L’IA peut-elle stimuler la créativité ou menace-t-elle d’affaiblir la dimension humaine du métier?: Les outils modernes simplifient le travail, mais ce qui compte, c’est l’usage qu’on en fait. Le contenu prime sur la technologie. Ce sont les questions, les idées et la manière de traiter l’information qui font la valeur d’un travail journalistique. La technologie ne doit jamais devenir une fin en soi, mais rester au service de la pensée et de la créativité du journaliste. L’IA peut aider à complé­ter une analyse, mais elle ne remplace pas le discernement humain. L’essentiel reste la qualité de la réflexion. La créativité véritable naît de la sensibilité et de l’expérience, deux dimensions que la machine ne peut ni ressentir ni reproduire.

Quel rôle doit jouer le journaliste dans un futur dominé par l’intelligence artificielle?: Le journaliste ne sera dépassé que s’il se contente de la routine. Il doit évoluer avec son époque, s’adapter aux outils et se former en continu. Informer implique aussi une forme d’éducation. Le journaliste doit lui-même s’auto-former pour rester à la hauteur des événements, qui se déroulent à un rythme rapide. S’il ne s’adapte pas, il sera inévitablement dépassé, au détriment de la profession et du lecteur. Le journaliste doit connaître les outils modernes pour rester à l’avant-garde. Mais au-delà de la maîtrise technique, son rôle reste avant tout d’interpréter, de donner du sens et de préserver la dimension humaine de l’information. C’est cette responsabilité éthique et intellectuelle qui garantira sa place dans un avenir dominé par l’intelligence artificielle.

Faut-il une formation spécifique en intelligence artificielle pour les journalistes afin d’en tirer le meilleur parti tout en évitant les dérives?: Le journaliste doit avant tout se former par lui-même. Les ins­titutions peuvent l’accompagner, mais c’est à l’université d’assurer la formation de base et de mettre à jour régulièrement leur pro­gramme de formation pour qu’il soit adapté aux mutations tech­nologiques. Ensuite, dans son environnement professionnel, le journaliste doit s’adapter aux nouvelles techniques.

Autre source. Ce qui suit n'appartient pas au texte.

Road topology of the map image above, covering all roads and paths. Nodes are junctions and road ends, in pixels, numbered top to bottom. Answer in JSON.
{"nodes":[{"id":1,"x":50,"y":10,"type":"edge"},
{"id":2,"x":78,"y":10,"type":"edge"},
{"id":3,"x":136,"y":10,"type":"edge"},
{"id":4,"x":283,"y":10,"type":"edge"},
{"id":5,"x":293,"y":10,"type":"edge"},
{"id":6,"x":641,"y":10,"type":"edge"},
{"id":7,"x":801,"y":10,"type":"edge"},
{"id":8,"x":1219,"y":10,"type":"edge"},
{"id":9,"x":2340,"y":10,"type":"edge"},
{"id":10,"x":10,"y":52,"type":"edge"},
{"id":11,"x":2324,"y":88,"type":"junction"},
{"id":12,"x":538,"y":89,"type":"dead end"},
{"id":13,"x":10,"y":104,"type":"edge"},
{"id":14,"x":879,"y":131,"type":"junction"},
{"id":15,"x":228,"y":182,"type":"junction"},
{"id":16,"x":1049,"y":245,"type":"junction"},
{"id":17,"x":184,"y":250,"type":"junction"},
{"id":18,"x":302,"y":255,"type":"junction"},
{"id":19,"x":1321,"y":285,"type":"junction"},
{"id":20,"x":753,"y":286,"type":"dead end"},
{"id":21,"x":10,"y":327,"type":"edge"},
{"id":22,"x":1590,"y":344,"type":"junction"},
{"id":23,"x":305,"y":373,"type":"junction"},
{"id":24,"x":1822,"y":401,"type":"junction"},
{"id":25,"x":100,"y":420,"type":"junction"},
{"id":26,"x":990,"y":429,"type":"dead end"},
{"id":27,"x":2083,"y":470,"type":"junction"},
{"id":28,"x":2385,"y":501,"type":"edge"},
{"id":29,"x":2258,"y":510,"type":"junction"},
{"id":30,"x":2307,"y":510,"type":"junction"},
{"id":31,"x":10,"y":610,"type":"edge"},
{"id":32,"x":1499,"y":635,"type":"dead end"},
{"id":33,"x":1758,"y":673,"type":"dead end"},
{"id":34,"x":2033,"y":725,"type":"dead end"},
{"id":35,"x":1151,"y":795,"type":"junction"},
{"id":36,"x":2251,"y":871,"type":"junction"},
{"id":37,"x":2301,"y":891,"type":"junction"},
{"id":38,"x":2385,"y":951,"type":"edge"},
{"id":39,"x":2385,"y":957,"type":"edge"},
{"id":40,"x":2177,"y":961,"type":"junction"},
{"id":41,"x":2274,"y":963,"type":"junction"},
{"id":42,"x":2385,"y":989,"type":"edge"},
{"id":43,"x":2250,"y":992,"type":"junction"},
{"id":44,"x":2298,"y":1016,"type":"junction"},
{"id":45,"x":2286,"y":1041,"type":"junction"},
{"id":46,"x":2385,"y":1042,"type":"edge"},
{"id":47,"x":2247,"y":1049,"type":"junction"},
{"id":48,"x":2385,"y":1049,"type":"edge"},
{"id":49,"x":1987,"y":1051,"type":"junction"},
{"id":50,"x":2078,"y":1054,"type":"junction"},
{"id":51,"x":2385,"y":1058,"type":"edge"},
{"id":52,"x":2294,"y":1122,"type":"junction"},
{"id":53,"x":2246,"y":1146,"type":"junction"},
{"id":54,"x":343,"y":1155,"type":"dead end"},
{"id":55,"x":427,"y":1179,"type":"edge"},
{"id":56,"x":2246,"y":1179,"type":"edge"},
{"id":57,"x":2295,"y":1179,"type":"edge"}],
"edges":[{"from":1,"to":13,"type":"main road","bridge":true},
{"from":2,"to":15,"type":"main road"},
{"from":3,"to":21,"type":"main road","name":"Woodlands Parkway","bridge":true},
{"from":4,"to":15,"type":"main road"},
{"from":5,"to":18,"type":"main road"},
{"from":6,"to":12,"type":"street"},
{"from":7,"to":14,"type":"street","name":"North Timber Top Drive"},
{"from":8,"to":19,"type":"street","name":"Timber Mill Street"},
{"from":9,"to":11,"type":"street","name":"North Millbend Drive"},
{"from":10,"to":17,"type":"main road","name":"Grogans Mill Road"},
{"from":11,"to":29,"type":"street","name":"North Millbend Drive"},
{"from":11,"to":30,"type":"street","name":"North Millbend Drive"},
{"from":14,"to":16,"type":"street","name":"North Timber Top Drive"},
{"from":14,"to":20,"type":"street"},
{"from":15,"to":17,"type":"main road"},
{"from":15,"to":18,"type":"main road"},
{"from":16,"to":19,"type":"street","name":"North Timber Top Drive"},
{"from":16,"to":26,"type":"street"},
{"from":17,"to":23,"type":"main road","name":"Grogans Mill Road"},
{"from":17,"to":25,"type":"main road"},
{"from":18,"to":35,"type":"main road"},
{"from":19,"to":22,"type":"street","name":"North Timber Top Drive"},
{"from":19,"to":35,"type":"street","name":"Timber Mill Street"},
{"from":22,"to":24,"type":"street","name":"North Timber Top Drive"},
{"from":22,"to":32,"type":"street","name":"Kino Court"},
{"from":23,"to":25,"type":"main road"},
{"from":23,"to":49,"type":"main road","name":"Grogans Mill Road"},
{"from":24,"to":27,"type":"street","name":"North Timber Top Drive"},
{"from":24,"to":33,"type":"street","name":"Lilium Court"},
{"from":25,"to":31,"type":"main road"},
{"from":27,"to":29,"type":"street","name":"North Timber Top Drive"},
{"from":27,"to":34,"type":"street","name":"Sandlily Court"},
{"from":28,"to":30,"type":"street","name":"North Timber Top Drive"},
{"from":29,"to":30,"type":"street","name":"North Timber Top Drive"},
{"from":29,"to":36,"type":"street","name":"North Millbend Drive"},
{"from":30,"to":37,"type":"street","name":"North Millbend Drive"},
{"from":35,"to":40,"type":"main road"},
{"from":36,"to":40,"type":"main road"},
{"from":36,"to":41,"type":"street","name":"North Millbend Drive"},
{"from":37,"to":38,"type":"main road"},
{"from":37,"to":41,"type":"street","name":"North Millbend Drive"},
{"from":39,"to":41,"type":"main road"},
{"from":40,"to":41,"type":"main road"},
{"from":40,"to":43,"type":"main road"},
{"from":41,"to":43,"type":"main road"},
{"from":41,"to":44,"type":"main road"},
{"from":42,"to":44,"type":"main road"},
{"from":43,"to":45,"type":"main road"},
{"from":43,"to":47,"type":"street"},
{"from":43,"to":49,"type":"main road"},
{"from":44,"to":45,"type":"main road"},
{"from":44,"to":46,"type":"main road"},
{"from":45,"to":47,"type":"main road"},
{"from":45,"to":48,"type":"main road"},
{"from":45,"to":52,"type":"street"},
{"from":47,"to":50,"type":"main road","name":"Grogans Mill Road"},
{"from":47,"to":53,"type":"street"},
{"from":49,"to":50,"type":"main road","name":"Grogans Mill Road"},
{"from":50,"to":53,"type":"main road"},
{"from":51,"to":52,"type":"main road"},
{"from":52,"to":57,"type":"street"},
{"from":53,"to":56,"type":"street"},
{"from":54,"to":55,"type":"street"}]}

Il ne faut pas attendre que d’autres le fassent à sa place. Je suis personnellement réservé sur les formations improvisées. Les journalistes doivent prendre ce volet en charge et se former en continu pour pouvoir s’adapter à la nouvelle donne au risque d’être dépassé par l’évolution de ce métier.

L’intelligence artificielle peut-elle aider les petites rédac­tions à rivaliser avec les grands groupes de presse, dans la mesure où elle peut remplacer l’humain dans certaines tâches? L’IA est un outil. Si on ne la maîtrise pas, elle reste sans effet, quelle que soit la taille de l’entreprise qu’on gère. Les grands groupes disposent certes de moyens, mais les petites rédactions ont, elles aussi, leur proximité et leur réactivité. Tout dépend de la compétence humaine, car c’est l’intelligence naturelle, ouverte sur le monde et la modernité, qui fait la différence. Ce sont la créati­vité, l’engagement et la connaissance du terrain qui permettent aux petites rédactions de se distinguer, bien plus que la puissance technologique.